*** Records provided Section Begins ***
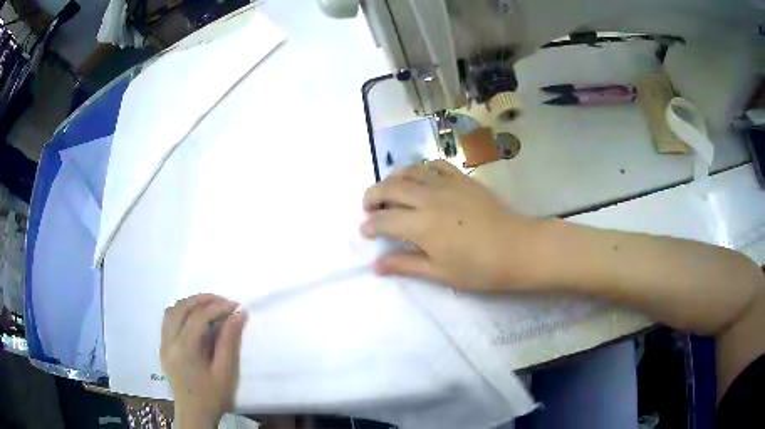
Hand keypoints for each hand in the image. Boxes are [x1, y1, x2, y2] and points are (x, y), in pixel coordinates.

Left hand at [161, 294, 247, 427]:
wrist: (194, 414)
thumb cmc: (212, 396)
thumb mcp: (225, 372)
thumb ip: (229, 342)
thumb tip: (237, 315)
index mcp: (184, 349)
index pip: (198, 317)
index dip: (217, 307)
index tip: (235, 306)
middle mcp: (169, 342)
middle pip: (181, 308)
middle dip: (202, 300)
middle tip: (223, 301)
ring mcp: (163, 344)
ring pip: (171, 311)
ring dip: (189, 304)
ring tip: (208, 307)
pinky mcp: (163, 348)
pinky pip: (168, 320)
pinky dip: (181, 313)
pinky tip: (193, 319)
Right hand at [361, 160, 546, 290]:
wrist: (518, 248)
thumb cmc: (480, 268)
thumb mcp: (441, 273)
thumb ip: (406, 265)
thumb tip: (376, 266)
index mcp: (421, 225)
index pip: (384, 220)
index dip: (370, 226)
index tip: (365, 232)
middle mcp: (429, 198)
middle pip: (390, 188)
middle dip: (372, 196)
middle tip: (368, 208)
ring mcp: (447, 184)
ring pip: (410, 171)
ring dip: (393, 179)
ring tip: (390, 191)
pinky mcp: (463, 179)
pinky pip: (436, 165)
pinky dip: (421, 168)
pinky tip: (421, 178)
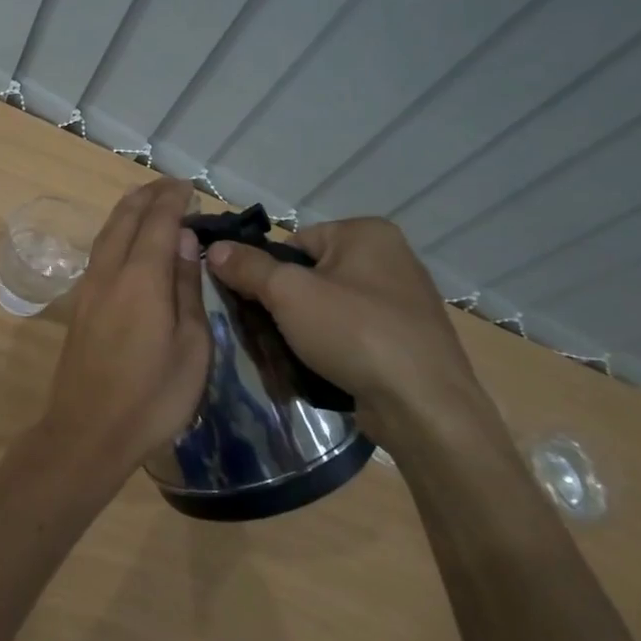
*** Records provided Section Ends ***
### Task details
Your reply must hold only the lines from the line containing "ring pip: (410, 171)" through the end of the records above, written out exactly, both ends included, with no pictures, please.

### Result of this exercise
ring pip: (410, 171)
ring dip: (393, 179)
ring tip: (390, 191)
pinky mcp: (463, 179)
pinky pip: (436, 165)
pinky dip: (421, 168)
pinky tip: (421, 178)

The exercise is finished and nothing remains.